Work instructions
Count up the lines below containing the word "Rinktinės", and give the result with no other words.

Dataset excerpts: Begin

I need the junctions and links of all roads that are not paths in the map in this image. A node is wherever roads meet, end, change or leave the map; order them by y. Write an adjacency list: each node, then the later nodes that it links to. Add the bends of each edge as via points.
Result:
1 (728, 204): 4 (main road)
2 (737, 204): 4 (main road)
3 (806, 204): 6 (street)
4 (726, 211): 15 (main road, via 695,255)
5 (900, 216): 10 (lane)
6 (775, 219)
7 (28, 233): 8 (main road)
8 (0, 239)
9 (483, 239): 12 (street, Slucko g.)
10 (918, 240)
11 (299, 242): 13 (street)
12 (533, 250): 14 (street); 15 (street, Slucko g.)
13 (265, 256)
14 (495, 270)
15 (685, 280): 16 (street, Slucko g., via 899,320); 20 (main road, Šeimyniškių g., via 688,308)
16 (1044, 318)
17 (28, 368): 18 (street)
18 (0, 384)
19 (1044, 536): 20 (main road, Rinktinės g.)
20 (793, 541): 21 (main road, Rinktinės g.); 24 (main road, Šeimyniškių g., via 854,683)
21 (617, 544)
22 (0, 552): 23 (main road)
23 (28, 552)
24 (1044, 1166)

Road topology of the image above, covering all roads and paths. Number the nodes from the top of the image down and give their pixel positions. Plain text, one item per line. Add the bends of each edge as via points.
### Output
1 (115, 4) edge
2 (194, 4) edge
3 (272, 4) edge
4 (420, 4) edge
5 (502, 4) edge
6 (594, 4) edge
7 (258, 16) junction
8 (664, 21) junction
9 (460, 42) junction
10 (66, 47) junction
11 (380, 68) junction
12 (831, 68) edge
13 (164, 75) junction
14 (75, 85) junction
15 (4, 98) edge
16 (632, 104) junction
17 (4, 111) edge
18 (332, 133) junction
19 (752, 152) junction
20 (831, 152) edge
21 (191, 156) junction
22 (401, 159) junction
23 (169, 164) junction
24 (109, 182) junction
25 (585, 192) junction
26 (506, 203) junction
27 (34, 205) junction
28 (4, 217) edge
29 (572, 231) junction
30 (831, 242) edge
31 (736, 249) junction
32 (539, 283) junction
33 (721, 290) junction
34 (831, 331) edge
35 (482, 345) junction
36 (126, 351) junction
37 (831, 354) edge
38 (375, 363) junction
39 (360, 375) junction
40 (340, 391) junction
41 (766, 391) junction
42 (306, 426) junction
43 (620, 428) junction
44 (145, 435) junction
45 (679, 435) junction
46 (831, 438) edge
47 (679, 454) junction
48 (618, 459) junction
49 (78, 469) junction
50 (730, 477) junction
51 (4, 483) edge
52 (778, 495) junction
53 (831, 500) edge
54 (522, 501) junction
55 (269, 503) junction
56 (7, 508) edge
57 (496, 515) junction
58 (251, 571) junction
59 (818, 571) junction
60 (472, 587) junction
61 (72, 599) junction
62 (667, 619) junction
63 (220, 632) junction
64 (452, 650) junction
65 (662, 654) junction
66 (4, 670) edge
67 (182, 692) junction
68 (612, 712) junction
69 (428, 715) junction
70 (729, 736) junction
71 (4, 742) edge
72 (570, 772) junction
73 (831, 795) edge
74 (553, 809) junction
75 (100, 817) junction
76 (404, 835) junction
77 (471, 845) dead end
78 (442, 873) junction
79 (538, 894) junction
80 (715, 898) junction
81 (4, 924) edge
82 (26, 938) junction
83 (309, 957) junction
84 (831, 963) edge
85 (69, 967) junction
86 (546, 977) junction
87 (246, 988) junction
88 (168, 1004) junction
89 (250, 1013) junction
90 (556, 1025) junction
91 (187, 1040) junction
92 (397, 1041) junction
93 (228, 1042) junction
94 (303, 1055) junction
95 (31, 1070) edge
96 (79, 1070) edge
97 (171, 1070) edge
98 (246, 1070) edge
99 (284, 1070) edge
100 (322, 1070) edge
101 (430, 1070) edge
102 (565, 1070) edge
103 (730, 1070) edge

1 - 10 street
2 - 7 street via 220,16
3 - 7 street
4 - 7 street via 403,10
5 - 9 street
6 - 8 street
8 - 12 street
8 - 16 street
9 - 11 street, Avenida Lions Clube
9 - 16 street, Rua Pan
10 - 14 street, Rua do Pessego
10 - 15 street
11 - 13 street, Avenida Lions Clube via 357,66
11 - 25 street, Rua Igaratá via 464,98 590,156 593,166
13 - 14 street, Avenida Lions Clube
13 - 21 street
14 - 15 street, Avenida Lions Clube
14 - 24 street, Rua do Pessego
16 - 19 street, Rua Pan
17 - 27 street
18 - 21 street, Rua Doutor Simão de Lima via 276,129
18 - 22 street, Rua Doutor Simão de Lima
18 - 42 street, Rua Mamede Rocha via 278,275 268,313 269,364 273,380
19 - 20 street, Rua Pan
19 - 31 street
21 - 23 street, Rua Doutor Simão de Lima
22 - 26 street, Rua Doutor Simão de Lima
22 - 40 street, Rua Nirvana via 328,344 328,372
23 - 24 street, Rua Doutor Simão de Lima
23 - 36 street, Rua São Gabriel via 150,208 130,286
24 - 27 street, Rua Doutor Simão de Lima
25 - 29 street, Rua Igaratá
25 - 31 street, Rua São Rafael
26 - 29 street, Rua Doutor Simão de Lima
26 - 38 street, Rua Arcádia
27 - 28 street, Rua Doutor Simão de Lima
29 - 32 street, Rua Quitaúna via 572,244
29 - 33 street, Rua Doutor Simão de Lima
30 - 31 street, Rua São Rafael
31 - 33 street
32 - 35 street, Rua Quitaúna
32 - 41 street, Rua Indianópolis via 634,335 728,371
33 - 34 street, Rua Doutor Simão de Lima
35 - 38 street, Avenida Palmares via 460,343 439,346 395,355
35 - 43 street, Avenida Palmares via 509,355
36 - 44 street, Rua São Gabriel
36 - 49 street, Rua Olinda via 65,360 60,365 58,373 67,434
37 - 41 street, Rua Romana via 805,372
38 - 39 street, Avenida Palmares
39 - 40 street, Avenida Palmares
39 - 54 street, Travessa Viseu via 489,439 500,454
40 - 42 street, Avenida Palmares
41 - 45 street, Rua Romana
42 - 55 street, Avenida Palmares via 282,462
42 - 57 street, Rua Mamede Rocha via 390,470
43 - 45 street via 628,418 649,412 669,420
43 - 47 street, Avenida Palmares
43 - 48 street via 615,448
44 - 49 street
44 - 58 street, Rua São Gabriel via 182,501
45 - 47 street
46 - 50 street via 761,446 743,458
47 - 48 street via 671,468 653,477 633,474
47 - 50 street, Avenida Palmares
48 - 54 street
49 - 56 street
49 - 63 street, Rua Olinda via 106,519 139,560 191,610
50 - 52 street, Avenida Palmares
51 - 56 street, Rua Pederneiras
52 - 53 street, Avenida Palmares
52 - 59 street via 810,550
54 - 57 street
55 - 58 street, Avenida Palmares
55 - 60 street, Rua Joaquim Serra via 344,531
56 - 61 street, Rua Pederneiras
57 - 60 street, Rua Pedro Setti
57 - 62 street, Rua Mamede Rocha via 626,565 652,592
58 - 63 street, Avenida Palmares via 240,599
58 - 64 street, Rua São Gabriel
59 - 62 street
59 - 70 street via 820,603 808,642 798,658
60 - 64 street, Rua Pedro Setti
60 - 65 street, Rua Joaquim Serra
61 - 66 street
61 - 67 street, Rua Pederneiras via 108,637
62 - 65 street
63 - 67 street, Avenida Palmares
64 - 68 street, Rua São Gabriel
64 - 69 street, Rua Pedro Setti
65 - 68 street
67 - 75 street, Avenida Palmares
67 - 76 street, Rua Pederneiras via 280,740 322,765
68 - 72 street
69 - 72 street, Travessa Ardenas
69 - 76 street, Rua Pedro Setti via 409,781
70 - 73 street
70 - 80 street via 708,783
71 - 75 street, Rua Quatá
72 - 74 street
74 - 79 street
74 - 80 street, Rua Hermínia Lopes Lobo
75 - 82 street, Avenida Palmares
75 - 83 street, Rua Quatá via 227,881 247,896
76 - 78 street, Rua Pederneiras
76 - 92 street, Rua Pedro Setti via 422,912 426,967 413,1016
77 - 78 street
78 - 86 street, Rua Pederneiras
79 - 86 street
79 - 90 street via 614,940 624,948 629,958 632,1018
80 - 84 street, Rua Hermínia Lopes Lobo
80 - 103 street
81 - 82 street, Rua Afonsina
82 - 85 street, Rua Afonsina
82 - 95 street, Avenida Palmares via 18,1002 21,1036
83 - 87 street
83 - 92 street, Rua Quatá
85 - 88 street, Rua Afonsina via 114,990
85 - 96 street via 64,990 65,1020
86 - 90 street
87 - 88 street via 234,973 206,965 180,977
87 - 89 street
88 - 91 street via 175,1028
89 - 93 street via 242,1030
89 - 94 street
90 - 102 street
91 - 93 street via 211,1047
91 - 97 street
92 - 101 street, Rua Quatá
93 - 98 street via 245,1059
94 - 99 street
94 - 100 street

Dataset excerpts: End

Result for this task
2